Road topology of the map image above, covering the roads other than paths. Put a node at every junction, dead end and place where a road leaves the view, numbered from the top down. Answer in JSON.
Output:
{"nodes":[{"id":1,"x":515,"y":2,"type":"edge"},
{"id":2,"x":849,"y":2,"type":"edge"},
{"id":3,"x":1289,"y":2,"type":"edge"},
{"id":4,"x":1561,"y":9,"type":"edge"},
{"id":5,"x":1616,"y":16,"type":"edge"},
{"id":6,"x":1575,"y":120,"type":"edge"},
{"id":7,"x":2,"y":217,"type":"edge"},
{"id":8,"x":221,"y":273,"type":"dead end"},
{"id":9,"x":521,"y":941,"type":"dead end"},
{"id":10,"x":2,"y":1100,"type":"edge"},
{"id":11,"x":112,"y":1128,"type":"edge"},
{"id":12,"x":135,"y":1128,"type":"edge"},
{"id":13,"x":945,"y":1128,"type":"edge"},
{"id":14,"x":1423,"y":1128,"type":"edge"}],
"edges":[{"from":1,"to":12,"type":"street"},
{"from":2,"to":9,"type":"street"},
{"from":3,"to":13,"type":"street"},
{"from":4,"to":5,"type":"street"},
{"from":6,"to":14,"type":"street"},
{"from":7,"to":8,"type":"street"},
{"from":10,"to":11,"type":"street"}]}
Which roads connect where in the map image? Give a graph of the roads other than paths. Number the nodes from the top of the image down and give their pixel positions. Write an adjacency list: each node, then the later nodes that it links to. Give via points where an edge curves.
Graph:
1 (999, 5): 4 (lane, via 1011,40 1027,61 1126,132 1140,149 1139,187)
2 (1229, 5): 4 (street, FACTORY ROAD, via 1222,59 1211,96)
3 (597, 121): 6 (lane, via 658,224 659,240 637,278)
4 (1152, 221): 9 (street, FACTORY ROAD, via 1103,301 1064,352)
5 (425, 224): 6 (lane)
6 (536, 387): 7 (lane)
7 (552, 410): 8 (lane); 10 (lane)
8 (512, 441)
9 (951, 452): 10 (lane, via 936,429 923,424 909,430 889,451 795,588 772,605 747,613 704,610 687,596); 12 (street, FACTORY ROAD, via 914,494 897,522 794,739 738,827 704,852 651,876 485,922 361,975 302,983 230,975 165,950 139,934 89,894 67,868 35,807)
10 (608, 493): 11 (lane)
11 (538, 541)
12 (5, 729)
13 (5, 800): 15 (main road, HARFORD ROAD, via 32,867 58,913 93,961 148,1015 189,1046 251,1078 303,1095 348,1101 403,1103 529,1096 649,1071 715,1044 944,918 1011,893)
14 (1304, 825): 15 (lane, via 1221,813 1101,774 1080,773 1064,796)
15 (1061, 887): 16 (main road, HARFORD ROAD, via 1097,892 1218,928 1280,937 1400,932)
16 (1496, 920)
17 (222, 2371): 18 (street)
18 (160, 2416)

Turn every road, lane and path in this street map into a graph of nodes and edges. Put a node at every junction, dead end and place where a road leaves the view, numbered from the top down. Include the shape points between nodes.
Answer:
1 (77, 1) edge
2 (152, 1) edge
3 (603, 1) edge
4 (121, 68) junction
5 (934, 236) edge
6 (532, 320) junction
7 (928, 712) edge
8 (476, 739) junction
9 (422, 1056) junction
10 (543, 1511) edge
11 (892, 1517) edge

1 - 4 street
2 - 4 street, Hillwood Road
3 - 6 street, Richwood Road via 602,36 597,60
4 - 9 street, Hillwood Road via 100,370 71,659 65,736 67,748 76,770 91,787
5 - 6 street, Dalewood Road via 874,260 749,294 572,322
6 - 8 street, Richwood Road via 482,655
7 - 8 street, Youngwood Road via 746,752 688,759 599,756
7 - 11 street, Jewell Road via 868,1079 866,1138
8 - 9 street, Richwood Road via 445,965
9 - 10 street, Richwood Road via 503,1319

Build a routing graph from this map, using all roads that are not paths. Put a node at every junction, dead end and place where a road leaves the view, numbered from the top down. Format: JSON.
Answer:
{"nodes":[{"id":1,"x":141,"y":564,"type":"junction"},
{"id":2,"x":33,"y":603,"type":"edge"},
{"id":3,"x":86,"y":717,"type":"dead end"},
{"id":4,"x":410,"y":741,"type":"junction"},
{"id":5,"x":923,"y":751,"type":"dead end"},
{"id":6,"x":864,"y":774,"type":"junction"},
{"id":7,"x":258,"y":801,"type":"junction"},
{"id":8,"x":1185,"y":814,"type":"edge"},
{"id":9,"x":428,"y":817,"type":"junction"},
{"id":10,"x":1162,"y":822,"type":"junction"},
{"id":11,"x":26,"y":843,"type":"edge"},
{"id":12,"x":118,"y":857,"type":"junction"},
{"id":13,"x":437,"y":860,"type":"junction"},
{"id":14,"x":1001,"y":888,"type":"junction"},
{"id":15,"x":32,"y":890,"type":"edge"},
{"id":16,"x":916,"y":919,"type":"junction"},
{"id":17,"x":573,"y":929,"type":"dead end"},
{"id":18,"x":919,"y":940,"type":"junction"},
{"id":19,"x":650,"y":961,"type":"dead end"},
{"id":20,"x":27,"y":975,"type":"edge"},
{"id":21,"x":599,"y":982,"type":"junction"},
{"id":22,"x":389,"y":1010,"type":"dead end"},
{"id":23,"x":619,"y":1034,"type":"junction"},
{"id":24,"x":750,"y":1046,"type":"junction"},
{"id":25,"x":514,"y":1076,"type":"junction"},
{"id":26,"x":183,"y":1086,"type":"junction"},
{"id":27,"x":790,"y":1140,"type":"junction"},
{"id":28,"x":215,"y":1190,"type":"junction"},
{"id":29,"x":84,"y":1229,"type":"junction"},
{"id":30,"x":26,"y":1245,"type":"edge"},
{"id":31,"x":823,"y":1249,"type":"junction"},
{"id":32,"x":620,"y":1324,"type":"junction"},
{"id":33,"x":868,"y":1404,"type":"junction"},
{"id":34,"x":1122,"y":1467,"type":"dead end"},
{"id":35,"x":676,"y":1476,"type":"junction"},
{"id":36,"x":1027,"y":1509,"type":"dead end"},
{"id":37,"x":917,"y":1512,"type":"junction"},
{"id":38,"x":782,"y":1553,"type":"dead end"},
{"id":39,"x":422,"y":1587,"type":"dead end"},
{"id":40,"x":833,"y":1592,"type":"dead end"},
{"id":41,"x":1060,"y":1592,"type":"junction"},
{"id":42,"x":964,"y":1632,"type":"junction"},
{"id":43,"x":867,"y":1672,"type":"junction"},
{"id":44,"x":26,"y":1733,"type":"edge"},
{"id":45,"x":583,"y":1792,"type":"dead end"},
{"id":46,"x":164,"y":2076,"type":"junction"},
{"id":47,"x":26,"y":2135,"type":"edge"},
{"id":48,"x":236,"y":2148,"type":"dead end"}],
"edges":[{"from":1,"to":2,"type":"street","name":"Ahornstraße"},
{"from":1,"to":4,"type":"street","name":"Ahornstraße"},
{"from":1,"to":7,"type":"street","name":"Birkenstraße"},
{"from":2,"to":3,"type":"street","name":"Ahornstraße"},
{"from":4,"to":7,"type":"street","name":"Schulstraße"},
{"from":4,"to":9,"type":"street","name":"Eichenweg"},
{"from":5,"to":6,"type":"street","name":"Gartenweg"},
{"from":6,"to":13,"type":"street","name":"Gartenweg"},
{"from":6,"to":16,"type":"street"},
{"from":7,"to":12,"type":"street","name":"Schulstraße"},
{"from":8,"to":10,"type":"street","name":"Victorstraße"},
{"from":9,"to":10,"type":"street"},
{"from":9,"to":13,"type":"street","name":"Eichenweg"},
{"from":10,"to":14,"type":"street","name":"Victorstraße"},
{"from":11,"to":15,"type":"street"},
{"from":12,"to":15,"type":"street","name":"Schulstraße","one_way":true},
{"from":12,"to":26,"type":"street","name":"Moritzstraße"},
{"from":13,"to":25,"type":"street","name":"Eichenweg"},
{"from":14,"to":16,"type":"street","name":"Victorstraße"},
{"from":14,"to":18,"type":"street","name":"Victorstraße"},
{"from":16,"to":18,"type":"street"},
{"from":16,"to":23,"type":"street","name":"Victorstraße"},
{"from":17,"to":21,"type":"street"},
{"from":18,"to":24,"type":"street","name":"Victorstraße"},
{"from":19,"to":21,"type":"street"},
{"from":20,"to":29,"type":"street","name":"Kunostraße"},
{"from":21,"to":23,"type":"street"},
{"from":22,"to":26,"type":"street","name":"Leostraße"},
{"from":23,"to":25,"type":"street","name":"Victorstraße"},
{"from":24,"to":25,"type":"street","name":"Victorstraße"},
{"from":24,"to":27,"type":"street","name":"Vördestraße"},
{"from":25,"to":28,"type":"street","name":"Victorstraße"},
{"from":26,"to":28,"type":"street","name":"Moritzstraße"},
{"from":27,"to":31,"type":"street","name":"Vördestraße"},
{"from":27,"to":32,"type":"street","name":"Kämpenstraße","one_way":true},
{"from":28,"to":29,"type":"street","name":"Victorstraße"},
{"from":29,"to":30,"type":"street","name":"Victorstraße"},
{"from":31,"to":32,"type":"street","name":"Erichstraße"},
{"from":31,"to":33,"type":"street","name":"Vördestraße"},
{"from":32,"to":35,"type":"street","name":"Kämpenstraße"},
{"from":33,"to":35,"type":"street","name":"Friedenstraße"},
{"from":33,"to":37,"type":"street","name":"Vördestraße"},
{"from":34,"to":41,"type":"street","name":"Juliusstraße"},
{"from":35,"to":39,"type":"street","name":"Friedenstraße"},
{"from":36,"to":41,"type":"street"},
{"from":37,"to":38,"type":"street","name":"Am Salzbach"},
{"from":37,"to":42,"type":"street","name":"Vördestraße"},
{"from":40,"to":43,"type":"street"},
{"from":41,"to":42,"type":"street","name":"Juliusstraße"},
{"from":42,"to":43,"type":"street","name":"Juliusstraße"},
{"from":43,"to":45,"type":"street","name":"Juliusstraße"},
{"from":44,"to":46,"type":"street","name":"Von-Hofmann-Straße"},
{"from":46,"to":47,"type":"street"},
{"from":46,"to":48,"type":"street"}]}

• _Brief_:
Find the word "main" in the entries, and copy every line it shows up in.

• _Expected answer_:
13 (5, 800): 15 (main road, HARFORD ROAD, via 32,867 58,913 93,961 148,1015 189,1046 251,1078 303,1095 348,1101 403,1103 529,1096 649,1071 715,1044 944,918 1011,893)
15 (1061, 887): 16 (main road, HARFORD ROAD, via 1097,892 1218,928 1280,937 1400,932)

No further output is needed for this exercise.